Mother’s day

The scent of the Lillies of the valley standing on the kitchen table reach my anosmia and reminds me that they summer together with the last day of school IS here (even if the whether tells me differently).

Yesterday (Swedish Mother’s day) was spent at my childhood home (most probably for the last time) as my parents are moving in a week.

Strange thing this. I have been quite rational in the whole thing, as I moved for more than 20 years ago. The memories I have, I still have. And our parents are not getting younger and they themselves want to move (which is quite spectacular, as they both are 70+ and change usually don’t come easy to this generation). Anything but relief would be selfish and disrespectful.

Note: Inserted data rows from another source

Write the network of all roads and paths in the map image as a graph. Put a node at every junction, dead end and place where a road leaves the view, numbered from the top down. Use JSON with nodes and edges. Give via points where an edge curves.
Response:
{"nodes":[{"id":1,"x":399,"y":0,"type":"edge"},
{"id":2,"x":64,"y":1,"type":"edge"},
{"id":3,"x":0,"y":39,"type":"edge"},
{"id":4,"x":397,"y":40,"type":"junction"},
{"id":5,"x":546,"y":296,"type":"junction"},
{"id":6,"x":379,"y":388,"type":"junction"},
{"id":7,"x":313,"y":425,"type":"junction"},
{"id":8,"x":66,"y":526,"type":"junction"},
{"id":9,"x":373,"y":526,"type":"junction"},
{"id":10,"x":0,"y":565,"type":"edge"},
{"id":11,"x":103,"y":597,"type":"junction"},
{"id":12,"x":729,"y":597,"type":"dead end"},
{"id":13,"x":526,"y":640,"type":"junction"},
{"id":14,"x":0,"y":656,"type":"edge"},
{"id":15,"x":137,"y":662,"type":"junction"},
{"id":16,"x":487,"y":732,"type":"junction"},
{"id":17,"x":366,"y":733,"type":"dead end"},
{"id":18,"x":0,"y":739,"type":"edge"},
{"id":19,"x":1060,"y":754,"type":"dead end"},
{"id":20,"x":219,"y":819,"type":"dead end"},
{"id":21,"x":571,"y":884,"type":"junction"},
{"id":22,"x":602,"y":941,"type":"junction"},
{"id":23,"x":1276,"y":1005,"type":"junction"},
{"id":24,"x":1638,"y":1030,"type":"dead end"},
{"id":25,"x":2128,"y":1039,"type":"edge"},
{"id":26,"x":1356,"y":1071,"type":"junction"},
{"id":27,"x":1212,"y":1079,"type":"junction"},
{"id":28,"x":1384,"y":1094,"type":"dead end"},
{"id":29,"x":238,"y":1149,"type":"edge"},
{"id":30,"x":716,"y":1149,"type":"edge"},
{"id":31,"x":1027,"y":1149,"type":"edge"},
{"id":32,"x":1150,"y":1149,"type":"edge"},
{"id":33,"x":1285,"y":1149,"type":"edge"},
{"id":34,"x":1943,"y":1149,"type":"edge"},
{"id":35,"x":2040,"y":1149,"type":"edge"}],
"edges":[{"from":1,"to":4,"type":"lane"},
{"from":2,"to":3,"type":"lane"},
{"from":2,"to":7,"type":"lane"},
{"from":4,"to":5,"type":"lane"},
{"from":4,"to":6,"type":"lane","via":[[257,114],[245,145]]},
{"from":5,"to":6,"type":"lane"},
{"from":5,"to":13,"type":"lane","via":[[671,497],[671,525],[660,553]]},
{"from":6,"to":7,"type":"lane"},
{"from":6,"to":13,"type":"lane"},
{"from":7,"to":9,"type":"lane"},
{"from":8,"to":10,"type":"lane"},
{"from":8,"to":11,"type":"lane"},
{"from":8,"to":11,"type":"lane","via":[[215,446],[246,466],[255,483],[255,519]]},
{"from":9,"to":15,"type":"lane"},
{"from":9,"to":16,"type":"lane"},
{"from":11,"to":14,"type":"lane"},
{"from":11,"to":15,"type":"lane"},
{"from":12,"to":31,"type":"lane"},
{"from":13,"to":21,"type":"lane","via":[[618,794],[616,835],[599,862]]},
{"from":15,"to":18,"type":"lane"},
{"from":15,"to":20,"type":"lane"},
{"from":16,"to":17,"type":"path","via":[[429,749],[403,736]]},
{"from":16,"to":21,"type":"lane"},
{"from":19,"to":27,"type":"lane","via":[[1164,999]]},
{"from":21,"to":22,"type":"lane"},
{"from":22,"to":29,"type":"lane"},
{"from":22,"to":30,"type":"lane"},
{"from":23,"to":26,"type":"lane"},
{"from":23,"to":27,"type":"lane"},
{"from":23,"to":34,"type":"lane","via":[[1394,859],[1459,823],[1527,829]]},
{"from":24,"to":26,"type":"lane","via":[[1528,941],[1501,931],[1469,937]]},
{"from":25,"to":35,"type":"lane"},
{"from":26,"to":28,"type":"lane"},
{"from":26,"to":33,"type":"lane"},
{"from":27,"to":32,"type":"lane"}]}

But walking the grounds it became very clear that my memories many times are connected to a photo. But there are so many other things creating memories, like scents and sounds. Like the sounds of my steps walking in the gravel across the farm, the stable door closing or the train of returning tractors, gearing down before they, one after the other, return home on a late summer’s night. The smells of the residues of degreasers, lubricants and fumes in the many garages where I once ran around for miles and miles.   

 
    Now these sounds will be with new people, and new children will get their own memories to them. 

The rest of yesterday’s mother’s day was spent with a visit to a restaurant with my boys, a visit that forever will etch to my memory with the fact that I can’t eat clams. I get sick. But the serving of a brownie from my boys briefly made me forget the stomachache and reminded me that I have the best family ever.